_Dataset records:_
====================

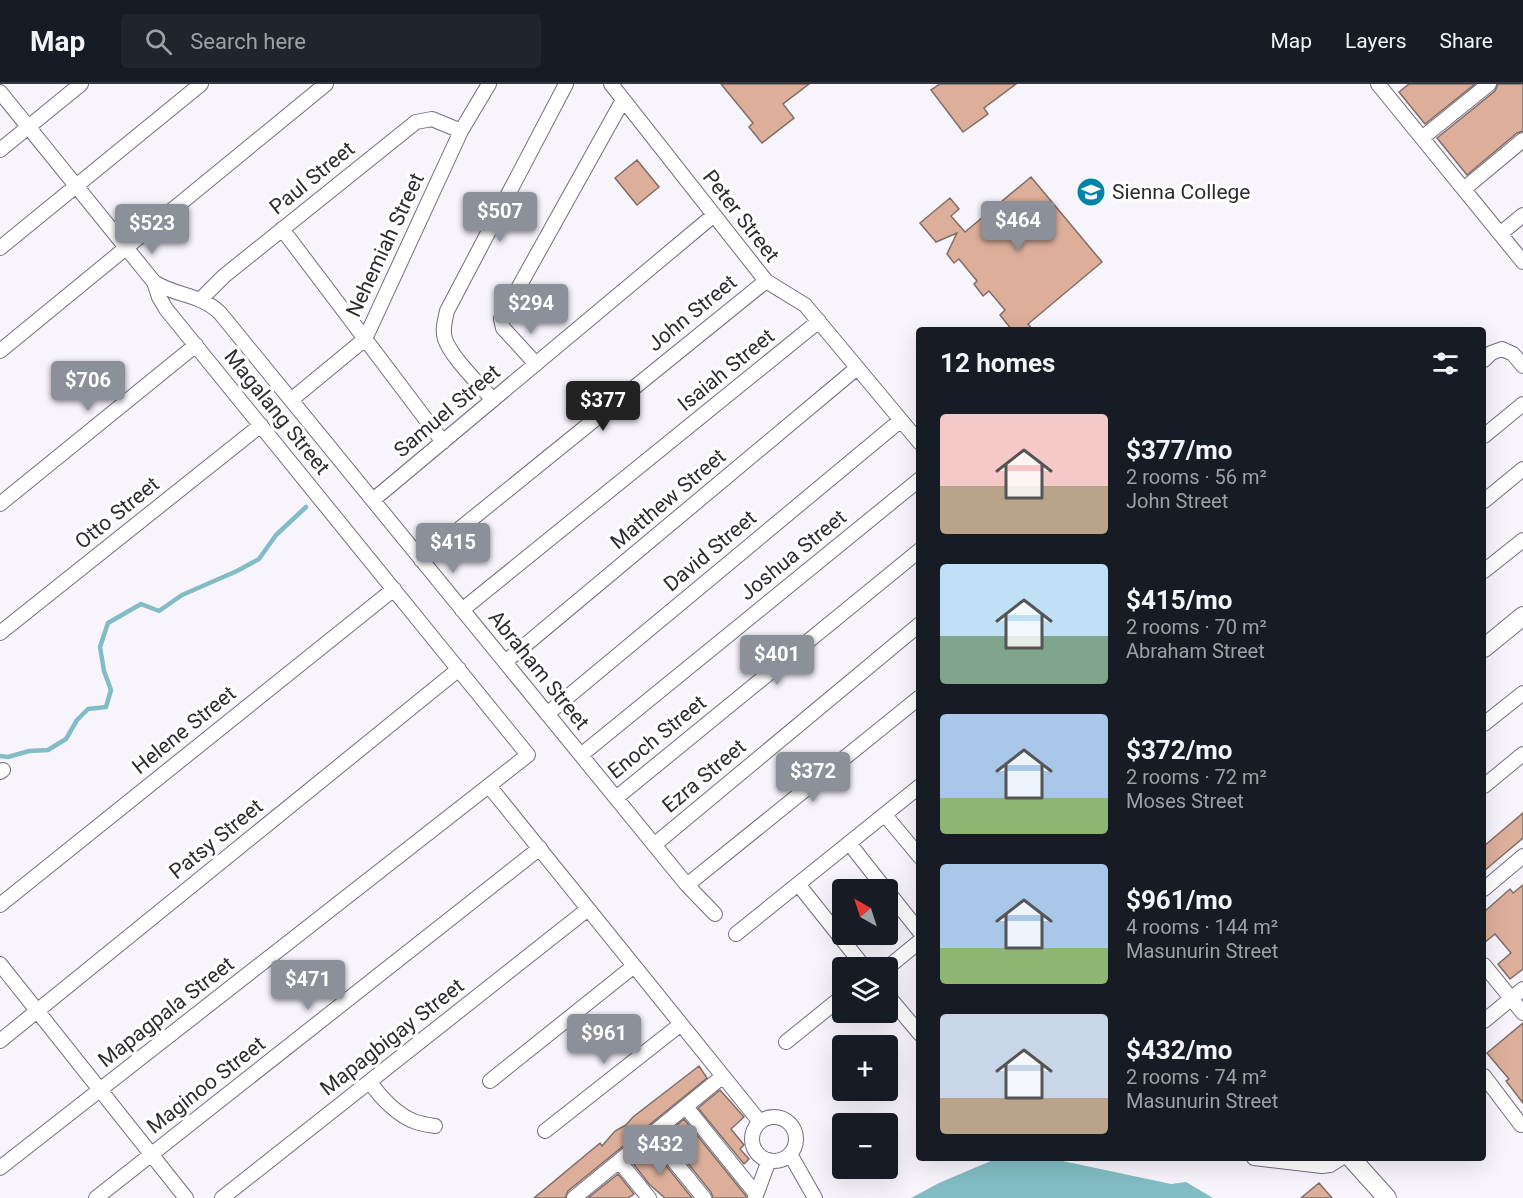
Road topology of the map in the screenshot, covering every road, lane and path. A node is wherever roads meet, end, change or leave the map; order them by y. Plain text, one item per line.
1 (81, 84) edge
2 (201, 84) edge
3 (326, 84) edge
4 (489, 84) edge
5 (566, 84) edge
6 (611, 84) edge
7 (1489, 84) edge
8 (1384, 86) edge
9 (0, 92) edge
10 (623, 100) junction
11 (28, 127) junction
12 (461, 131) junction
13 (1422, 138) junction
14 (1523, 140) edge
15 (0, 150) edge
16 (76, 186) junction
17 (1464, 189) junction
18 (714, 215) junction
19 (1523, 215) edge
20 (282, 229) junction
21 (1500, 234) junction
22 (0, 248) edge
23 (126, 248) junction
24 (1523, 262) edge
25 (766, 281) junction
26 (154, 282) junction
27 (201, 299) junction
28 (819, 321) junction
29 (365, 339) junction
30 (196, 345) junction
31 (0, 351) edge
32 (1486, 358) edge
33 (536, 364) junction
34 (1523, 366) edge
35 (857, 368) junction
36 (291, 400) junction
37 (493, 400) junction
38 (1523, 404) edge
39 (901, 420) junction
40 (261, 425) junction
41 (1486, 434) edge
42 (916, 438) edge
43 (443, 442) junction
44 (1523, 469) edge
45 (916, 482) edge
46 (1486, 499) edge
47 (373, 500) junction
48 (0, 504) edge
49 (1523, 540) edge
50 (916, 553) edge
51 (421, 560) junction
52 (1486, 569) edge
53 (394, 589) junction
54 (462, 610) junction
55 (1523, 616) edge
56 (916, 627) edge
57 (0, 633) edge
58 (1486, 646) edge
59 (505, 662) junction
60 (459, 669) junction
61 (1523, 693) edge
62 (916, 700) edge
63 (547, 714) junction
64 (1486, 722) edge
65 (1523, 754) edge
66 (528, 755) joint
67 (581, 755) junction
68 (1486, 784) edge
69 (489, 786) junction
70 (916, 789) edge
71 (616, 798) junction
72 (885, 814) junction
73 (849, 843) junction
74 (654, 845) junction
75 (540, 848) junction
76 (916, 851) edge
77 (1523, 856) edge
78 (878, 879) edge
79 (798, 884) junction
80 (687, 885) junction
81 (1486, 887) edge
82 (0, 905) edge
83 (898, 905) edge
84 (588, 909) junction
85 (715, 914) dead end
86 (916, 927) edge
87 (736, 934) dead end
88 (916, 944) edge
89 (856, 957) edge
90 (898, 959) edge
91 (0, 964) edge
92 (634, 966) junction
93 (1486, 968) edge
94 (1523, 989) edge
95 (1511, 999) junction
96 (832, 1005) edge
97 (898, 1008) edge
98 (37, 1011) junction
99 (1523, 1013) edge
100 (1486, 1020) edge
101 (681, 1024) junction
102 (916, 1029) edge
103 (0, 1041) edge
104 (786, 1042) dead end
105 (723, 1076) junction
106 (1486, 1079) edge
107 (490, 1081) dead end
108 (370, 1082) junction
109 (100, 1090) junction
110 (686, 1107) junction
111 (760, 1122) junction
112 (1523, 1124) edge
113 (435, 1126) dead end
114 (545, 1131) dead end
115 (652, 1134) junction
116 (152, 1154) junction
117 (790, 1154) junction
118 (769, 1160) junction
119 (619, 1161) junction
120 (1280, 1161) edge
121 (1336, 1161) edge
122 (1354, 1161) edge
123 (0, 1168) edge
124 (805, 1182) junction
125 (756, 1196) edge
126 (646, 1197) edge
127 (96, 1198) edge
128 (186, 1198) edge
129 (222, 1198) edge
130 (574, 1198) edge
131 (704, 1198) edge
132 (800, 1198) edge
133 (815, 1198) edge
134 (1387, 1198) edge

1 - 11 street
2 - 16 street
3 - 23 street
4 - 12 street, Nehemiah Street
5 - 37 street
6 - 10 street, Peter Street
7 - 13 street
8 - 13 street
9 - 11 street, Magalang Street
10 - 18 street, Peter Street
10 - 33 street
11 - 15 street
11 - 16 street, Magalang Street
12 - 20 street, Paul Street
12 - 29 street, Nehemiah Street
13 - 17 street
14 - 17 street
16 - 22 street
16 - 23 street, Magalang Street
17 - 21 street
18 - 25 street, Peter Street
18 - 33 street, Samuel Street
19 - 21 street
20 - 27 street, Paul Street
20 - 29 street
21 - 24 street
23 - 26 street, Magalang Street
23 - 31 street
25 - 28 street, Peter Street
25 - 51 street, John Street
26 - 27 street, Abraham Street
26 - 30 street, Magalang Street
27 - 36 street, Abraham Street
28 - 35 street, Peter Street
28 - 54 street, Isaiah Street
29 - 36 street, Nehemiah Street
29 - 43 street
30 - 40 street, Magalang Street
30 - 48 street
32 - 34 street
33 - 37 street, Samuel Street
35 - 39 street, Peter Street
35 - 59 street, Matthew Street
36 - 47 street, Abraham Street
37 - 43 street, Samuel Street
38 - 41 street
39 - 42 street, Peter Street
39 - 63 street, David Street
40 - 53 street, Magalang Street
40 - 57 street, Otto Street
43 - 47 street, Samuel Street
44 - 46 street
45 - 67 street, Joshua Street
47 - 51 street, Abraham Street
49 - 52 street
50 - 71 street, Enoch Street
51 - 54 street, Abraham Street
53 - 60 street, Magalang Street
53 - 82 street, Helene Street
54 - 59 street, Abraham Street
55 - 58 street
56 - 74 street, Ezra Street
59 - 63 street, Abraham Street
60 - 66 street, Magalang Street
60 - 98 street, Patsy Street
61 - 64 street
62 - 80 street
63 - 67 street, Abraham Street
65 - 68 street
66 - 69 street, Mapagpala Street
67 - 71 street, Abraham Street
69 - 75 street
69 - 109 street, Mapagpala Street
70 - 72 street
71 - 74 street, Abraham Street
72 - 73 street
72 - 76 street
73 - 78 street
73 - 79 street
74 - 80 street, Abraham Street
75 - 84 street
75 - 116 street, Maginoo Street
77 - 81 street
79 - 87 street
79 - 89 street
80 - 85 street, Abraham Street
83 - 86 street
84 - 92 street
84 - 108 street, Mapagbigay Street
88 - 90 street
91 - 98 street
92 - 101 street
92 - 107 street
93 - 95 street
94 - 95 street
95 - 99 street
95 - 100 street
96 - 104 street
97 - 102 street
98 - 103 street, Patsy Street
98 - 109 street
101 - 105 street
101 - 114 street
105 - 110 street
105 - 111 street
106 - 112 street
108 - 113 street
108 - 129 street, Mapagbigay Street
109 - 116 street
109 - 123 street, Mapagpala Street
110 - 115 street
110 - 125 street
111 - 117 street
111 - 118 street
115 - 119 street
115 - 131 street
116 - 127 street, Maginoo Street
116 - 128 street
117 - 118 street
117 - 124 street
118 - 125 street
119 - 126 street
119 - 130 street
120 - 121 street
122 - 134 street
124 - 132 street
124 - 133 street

====================

_What you have to do:_ The records above need to be printed in full and exactly, without any of the pictures.

_Expected answer:_
Road topology of the map in the screenshot, covering every road, lane and path. A node is wherever roads meet, end, change or leave the map; order them by y. Plain text, one item per line.
1 (81, 84) edge
2 (201, 84) edge
3 (326, 84) edge
4 (489, 84) edge
5 (566, 84) edge
6 (611, 84) edge
7 (1489, 84) edge
8 (1384, 86) edge
9 (0, 92) edge
10 (623, 100) junction
11 (28, 127) junction
12 (461, 131) junction
13 (1422, 138) junction
14 (1523, 140) edge
15 (0, 150) edge
16 (76, 186) junction
17 (1464, 189) junction
18 (714, 215) junction
19 (1523, 215) edge
20 (282, 229) junction
21 (1500, 234) junction
22 (0, 248) edge
23 (126, 248) junction
24 (1523, 262) edge
25 (766, 281) junction
26 (154, 282) junction
27 (201, 299) junction
28 (819, 321) junction
29 (365, 339) junction
30 (196, 345) junction
31 (0, 351) edge
32 (1486, 358) edge
33 (536, 364) junction
34 (1523, 366) edge
35 (857, 368) junction
36 (291, 400) junction
37 (493, 400) junction
38 (1523, 404) edge
39 (901, 420) junction
40 (261, 425) junction
41 (1486, 434) edge
42 (916, 438) edge
43 (443, 442) junction
44 (1523, 469) edge
45 (916, 482) edge
46 (1486, 499) edge
47 (373, 500) junction
48 (0, 504) edge
49 (1523, 540) edge
50 (916, 553) edge
51 (421, 560) junction
52 (1486, 569) edge
53 (394, 589) junction
54 (462, 610) junction
55 (1523, 616) edge
56 (916, 627) edge
57 (0, 633) edge
58 (1486, 646) edge
59 (505, 662) junction
60 (459, 669) junction
61 (1523, 693) edge
62 (916, 700) edge
63 (547, 714) junction
64 (1486, 722) edge
65 (1523, 754) edge
66 (528, 755) joint
67 (581, 755) junction
68 (1486, 784) edge
69 (489, 786) junction
70 (916, 789) edge
71 (616, 798) junction
72 (885, 814) junction
73 (849, 843) junction
74 (654, 845) junction
75 (540, 848) junction
76 (916, 851) edge
77 (1523, 856) edge
78 (878, 879) edge
79 (798, 884) junction
80 (687, 885) junction
81 (1486, 887) edge
82 (0, 905) edge
83 (898, 905) edge
84 (588, 909) junction
85 (715, 914) dead end
86 (916, 927) edge
87 (736, 934) dead end
88 (916, 944) edge
89 (856, 957) edge
90 (898, 959) edge
91 (0, 964) edge
92 (634, 966) junction
93 (1486, 968) edge
94 (1523, 989) edge
95 (1511, 999) junction
96 (832, 1005) edge
97 (898, 1008) edge
98 (37, 1011) junction
99 (1523, 1013) edge
100 (1486, 1020) edge
101 (681, 1024) junction
102 (916, 1029) edge
103 (0, 1041) edge
104 (786, 1042) dead end
105 (723, 1076) junction
106 (1486, 1079) edge
107 (490, 1081) dead end
108 (370, 1082) junction
109 (100, 1090) junction
110 (686, 1107) junction
111 (760, 1122) junction
112 (1523, 1124) edge
113 (435, 1126) dead end
114 (545, 1131) dead end
115 (652, 1134) junction
116 (152, 1154) junction
117 (790, 1154) junction
118 (769, 1160) junction
119 (619, 1161) junction
120 (1280, 1161) edge
121 (1336, 1161) edge
122 (1354, 1161) edge
123 (0, 1168) edge
124 (805, 1182) junction
125 (756, 1196) edge
126 (646, 1197) edge
127 (96, 1198) edge
128 (186, 1198) edge
129 (222, 1198) edge
130 (574, 1198) edge
131 (704, 1198) edge
132 (800, 1198) edge
133 (815, 1198) edge
134 (1387, 1198) edge

1 - 11 street
2 - 16 street
3 - 23 street
4 - 12 street, Nehemiah Street
5 - 37 street
6 - 10 street, Peter Street
7 - 13 street
8 - 13 street
9 - 11 street, Magalang Street
10 - 18 street, Peter Street
10 - 33 street
11 - 15 street
11 - 16 street, Magalang Street
12 - 20 street, Paul Street
12 - 29 street, Nehemiah Street
13 - 17 street
14 - 17 street
16 - 22 street
16 - 23 street, Magalang Street
17 - 21 street
18 - 25 street, Peter Street
18 - 33 street, Samuel Street
19 - 21 street
20 - 27 street, Paul Street
20 - 29 street
21 - 24 street
23 - 26 street, Magalang Street
23 - 31 street
25 - 28 street, Peter Street
25 - 51 street, John Street
26 - 27 street, Abraham Street
26 - 30 street, Magalang Street
27 - 36 street, Abraham Street
28 - 35 street, Peter Street
28 - 54 street, Isaiah Street
29 - 36 street, Nehemiah Street
29 - 43 street
30 - 40 street, Magalang Street
30 - 48 street
32 - 34 street
33 - 37 street, Samuel Street
35 - 39 street, Peter Street
35 - 59 street, Matthew Street
36 - 47 street, Abraham Street
37 - 43 street, Samuel Street
38 - 41 street
39 - 42 street, Peter Street
39 - 63 street, David Street
40 - 53 street, Magalang Street
40 - 57 street, Otto Street
43 - 47 street, Samuel Street
44 - 46 street
45 - 67 street, Joshua Street
47 - 51 street, Abraham Street
49 - 52 street
50 - 71 street, Enoch Street
51 - 54 street, Abraham Street
53 - 60 street, Magalang Street
53 - 82 street, Helene Street
54 - 59 street, Abraham Street
55 - 58 street
56 - 74 street, Ezra Street
59 - 63 street, Abraham Street
60 - 66 street, Magalang Street
60 - 98 street, Patsy Street
61 - 64 street
62 - 80 street
63 - 67 street, Abraham Street
65 - 68 street
66 - 69 street, Mapagpala Street
67 - 71 street, Abraham Street
69 - 75 street
69 - 109 street, Mapagpala Street
70 - 72 street
71 - 74 street, Abraham Street
72 - 73 street
72 - 76 street
73 - 78 street
73 - 79 street
74 - 80 street, Abraham Street
75 - 84 street
75 - 116 street, Maginoo Street
77 - 81 street
79 - 87 street
79 - 89 street
80 - 85 street, Abraham Street
83 - 86 street
84 - 92 street
84 - 108 street, Mapagbigay Street
88 - 90 street
91 - 98 street
92 - 101 street
92 - 107 street
93 - 95 street
94 - 95 street
95 - 99 street
95 - 100 street
96 - 104 street
97 - 102 street
98 - 103 street, Patsy Street
98 - 109 street
101 - 105 street
101 - 114 street
105 - 110 street
105 - 111 street
106 - 112 street
108 - 113 street
108 - 129 street, Mapagbigay Street
109 - 116 street
109 - 123 street, Mapagpala Street
110 - 115 street
110 - 125 street
111 - 117 street
111 - 118 street
115 - 119 street
115 - 131 street
116 - 127 street, Maginoo Street
116 - 128 street
117 - 118 street
117 - 124 street
118 - 125 street
119 - 126 street
119 - 130 street
120 - 121 street
122 - 134 street
124 - 132 street
124 - 133 street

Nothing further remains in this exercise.